Such being the legislative authority of the different
departments of the city government, a resolution was passed by the
city council on the 11th of October, 1882, accepting a proposition
of the railroad company to compromise and settle all the matters in
controversy in the suit pending in this court on appeal by which
the company was to pay the city $40,000, and the city was to
dismiss its appeal and acquiesce in the decree of the circuit
court. The negotiations which resulted in this compromise began as
early as August 1, 1882, when the council appointed a committee to
confer with the railroad company on the subject. The money
stipulated for in the compromise was paid on the 11th of October,
1882, and on the same day an agreement of compromise, dismissing
the appeal and acquiescing in the decree appealed from, was duly
signed and executed by the mayor of the city under the authority of
the council. On the next day, the Board of Liquidation notified
Page 109 U. S. 226
the city authorities that it claimed the fund realized from this
settlement. On the 13th of October, a resolution of the board was
adopted to the effect "that the $40,000 now in the hands of the
administrator of finance be enjoined, and the attorney be directed
to institute legal proceedings at once." On the 17th of October,
the resolution of the 13th was so far modified as
"to authorize the attorney of the board to take such steps as,
in his judgment, are requisite to set aside the agreement of
compromise; . . . to oppose the dismissal of the appeal, and to
hold the fund decreed from said compromise so as to restore it if
the compromise is annulled, or to claim it for the board if said
compromise becomes a finality."
On the 10th of October, 1882, the suit pending in this court was
continued at the request of the parties, but at a later day in the
term the railroad company appeared and presenting a stipulation for
the dismissal of the appeal, signed by the City Attorney of New
Orleans, pursuant to the terms of the compromise, asked to have the
appropriate order entered upon that stipulation. Thereupon the
Board of Liquidation came and resisted the entry of any such order
on the ground that during the pendency of the appeal, authority
over the subject matter of the controversy had been transferred
from the city council to the board, and that the compromise which
had been effected was not binding. The board also asked leave to
prosecute the appeal in the name of the city. It was conceded that
the city council made the compromise which was claimed, and that
the railroad company was entitled to a dismissal of the appeal if
the council had authority to do what was done, and the compromise
was fair. This Court thought the dispute as to the authority of the
council presented questions too important to be settled summarily
on motions, and ordered the motions to be continued until the
present term, when the appeal would be dismissed in accordance with
the stipulation unless the board should begin and prosecute without
unnecessary delay, in some court of competent jurisdiction, an
appropriate suit to set aside the compromise. This suit was brought
for that purpose, and the Circuit Court for the Eastern District of
Louisiana, on full consideration, entered a decree dismissing the
bill. To reverse
Page 109 U. S. 227
that decree this appeal was taken, and the single question to be
decided is whether, upon these facts, the Board of Liquidation is
entitled to the relief it has prayed for.

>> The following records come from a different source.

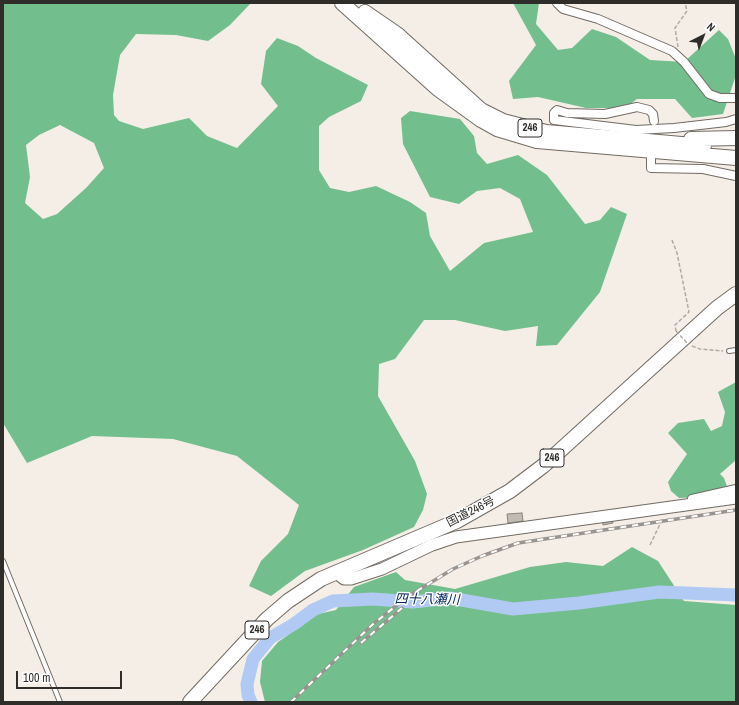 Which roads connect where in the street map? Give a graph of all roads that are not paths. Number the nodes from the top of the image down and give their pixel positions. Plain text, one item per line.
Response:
1 (342, 3) edge
2 (355, 3) edge
3 (557, 3) edge
4 (736, 98) edge
5 (736, 118) edge
6 (654, 121) dead end
7 (736, 138) edge
8 (736, 149) edge
9 (654, 150) junction
10 (736, 158) edge
11 (736, 166) edge
12 (736, 176) edge
13 (736, 294) edge
14 (736, 350) edge
15 (729, 351) road end
16 (736, 489) edge
17 (736, 498) edge
18 (679, 506) junction
19 (3, 561) edge
20 (335, 572) junction
21 (60, 702) edge
22 (190, 702) edge

1 - 9 highway
2 - 9 highway, 246
3 - 4 street
5 - 6 street
7 - 9 highway
8 - 9 highway
9 - 10 highway
9 - 11 highway
9 - 12 street
13 - 20 highway, 国道246号 / 246
14 - 15 lane
16 - 18 street
17 - 18 street
18 - 20 street
19 - 21 lane
20 - 22 highway, 国道246号 / 246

There is no pretense of fraud either on the part of the city
council or the railroad company. So far as appears, the
negotiations were carried on by both parties openly and without any
attempt at concealment. The Board of Liquidation does not even
allege that it was ignorant of what was being done.
The whole case therefore turns on the legislative authority of
the city council to bind the city by a compromise of the suit, and
about this we have no doubt. Under Act No. 133 of 1880, the city
authorities were only required to turn over to the board such
property as was not dedicated to public use. It was substantially
conceded on the argument that if the railroad was removed, the
property between Poydras and Canal Streets would immediately be put
to such use, and it is by no means certain that this may not be
true of some or all the rest. All except that between Poydras and
Canal Streets has been formed into squares, but the control of it
was never assumed by the board. The fact that fears were
entertained that if such control should be assumed, the property
would be levied on and sold under executions against the city is
very persuasive evidence to show that it was apparently property
dedicated to public use, though occupied to some extent by the
railroad company for its tracks and passenger and freight
stations.
But, however this may be, we are entirely satisfied that under
the legislation of 1882, the city council had full authority to
bind the city by a compromise of the pending suit. Confessedly, no
bonds were ever issued or obligations incurred by the Board of
Liquidation under Act No. 133 of 1880, and on the 23d of June,
1882, the city council was in express terms authorized to lay off
and sell in lots or squares so much of the batture from time to
time as might not be required for public purposes. Then, on the 5th
of July, only a few days later, the city was authorized, through
its proper authorities, to contract with private corporations for
the sale or lease of public privileges or franchises, such as
rights of way for street
Page 109 U. S. 228
railroads or for other public undertakings within her legal
power and control, the price paid to be applied by the city "in the
performance of works of public improvements of a permanent
character." All this is entirely inconsistent with the provisions
of section 5 of Act No. 133 of 1880, at least, so far as the
control and disposition of batture property are concerned. The
repealing sections of these acts therefore operated directly on the
powers of the board over the subject matter of this compromise and
left the city council free to act in the premises.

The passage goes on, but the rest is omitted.